Case
A 66-year-old man was diagnosed with advanced ESCC (Mt-Lt, cT3N2M1, stage IVb). After neoadjuvant chemotherapy (1 × 5-fluorouracil+cisplatin and 1 × docetaxel+5-fluorouracil+cisplatin), he underwent esophagostomy with regional lymph node dissection. Tegafur/gimeracil/oteracil (S-1) was started as postoperative adjuvant chemotherapy from 2 months after the esophagostomy. Six months after esophagostomy, left-side cervical and abdominal para-aortal lymph node metastasis was detected on computed tomography (CT) (shown in Fig. 1A). Then, S-1 was discontinued and nivolumab 240 mg per body was administered as second-line treatment 6 times every 2 weeks. Two months later, a follow-up CT scan showed that all metastatic lymph nodes progressed, especially the left cervical lymph node (shown in Fig. 1B). In other words, these tumors were nivolumab resistant. To treat left-side neck pain caused by the progressed metastatic lymph nodes, as a palliative treatment, a total of 40 Gy (10 fractions) of RT was administered using the intensity-modulated, image-guided technique (shown in Fig. 1C).
Nivolumab was resumed the day after completion of RT. A CT scan at 3 months after RT showed that the irradiated lesion in the left neck had regressed to a scar-like appearance. Notably, the abdominal para-aortal lymph nodes outside the irradiation area, which had previously tended to progress, had also shrunk (shown in Fig. 1D). Adverse events were grade 1 oral mucositis, dry skin, pruritus, and fatigue, and no grade 2 or higher adverse events have been observed in combination with RT to date. All the adverse events were associated with nivolumab and not with RT.

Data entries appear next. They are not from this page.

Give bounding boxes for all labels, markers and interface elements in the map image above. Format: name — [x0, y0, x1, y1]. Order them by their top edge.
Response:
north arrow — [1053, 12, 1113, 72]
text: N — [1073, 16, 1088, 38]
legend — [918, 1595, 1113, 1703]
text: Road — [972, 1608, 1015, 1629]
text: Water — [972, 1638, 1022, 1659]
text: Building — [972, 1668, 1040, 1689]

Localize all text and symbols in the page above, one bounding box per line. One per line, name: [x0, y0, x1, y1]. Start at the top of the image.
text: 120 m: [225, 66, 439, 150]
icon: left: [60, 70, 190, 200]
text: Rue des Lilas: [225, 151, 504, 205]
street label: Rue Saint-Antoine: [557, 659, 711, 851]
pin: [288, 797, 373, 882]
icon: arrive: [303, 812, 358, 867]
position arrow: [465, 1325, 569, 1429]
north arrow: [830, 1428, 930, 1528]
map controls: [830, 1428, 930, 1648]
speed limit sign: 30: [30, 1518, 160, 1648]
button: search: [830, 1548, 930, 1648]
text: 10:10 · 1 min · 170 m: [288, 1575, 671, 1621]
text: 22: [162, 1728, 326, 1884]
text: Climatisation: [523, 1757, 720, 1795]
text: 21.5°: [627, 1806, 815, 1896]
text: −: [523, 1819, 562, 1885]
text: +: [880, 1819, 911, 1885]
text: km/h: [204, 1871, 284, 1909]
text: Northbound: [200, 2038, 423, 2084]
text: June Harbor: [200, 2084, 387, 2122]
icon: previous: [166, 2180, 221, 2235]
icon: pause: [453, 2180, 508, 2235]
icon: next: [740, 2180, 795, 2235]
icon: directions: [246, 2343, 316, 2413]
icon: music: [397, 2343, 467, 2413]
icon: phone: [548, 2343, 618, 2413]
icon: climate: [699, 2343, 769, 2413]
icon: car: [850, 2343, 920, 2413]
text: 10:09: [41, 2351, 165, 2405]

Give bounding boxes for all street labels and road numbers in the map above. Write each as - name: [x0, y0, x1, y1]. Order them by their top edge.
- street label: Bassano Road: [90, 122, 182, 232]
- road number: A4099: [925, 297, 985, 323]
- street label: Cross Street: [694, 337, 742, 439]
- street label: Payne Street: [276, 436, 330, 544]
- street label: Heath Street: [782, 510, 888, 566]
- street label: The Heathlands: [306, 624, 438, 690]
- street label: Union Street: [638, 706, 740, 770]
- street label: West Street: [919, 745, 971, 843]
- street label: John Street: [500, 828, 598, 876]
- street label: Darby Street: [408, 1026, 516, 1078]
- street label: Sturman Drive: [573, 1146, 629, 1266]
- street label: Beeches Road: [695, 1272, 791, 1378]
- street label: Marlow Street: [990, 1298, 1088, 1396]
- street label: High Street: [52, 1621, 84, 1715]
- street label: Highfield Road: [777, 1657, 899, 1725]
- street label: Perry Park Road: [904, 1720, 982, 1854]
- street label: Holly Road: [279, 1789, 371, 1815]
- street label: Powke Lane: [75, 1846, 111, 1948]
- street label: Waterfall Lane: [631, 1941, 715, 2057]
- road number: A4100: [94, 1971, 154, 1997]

The TCR and BCR repertoire analysis was outsourced to Repertoire Genesis Inc. (Tokyo, Japan). The diversity indexes of the TCR and BCR repertoire analysis before and after RT are shown in table 1 and 2. All the diversity indexes in both the TCR and BCR repertoires decreased after RT. The number of unique clones accounting for >0.01% and >0.1% of total TCRs/BCRs before and after RT are shown in Figure 2A, and the top 10 clones of TCRs/BCRs after RT compared with before RT are shown in Figure 2B. There were decreases in the number of unique clones accounting for >0.01% of total TCRs/BCRs before and after RT (TCR: 1795–884, BCR: 1792–1212) and large increases in that of unique clones accounting for >0.1% of total TCRs/BCRs before and after RT (TCR: 60–179, BCR: 130–241). The top 10 clones were mostly similar in the TCR repertoire (8 of the top 10 clones before RT were still in the top 10 clones after RT), but there were some changes (the percentages of the 1st, 2nd, and 4th clones increased more than 0.5%). In the BCR repertoire, all the top 10 clones before RT were replaced after RT. Furthermore, 9 of the 10 clones were newly detected after RT.
Thereafter, the irradiated tumors showed complete response (for 11 months). However, re-progression of the abdominal para-aortal lymph nodes was detected at 7 months after RT, and they were irradiated. Nivolumab was stopped due to nivolumab-related skin rash (out of the irradiated area) at 10 months after the first RT (3 months after the second RT). At 11 months after the first RT, new lymph node metastases (inguinal and axillary) were detected, and the patient is living with the disease.